**EXERCISE BRIEF**: Only lines containing the string "Ленинградская" belong in the answer; copy all of them from the entries.

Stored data

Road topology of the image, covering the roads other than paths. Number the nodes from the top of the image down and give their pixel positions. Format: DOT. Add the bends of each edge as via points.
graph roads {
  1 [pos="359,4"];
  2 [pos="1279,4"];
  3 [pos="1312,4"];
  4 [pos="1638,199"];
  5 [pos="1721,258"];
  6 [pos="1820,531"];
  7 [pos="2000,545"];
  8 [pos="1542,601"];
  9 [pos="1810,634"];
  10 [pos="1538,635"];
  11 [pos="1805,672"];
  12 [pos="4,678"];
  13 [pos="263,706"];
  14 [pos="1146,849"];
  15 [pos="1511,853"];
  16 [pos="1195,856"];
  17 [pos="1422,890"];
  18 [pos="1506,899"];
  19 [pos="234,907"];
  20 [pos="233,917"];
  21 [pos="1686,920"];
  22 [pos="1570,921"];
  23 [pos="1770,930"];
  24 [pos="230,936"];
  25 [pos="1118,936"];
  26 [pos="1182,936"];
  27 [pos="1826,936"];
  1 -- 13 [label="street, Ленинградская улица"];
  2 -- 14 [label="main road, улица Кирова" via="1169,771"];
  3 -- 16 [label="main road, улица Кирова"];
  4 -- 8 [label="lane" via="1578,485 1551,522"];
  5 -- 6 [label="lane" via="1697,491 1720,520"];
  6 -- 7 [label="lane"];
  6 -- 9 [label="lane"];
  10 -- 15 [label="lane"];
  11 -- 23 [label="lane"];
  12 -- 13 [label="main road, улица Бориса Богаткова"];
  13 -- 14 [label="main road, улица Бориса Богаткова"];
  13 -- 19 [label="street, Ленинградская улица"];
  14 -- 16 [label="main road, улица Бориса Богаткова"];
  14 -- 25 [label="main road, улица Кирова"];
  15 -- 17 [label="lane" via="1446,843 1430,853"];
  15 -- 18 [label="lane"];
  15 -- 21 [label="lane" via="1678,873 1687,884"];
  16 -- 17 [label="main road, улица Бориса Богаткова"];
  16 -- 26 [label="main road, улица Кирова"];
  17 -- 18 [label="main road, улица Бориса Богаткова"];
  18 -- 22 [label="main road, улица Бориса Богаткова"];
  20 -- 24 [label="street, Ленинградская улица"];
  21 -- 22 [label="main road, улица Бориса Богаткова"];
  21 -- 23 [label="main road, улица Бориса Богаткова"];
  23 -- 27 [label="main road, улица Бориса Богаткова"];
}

**RESULT OF THE EXERCISE**:
  1 -- 13 [label="street, Ленинградская улица"];
  13 -- 19 [label="street, Ленинградская улица"];
  20 -- 24 [label="street, Ленинградская улица"];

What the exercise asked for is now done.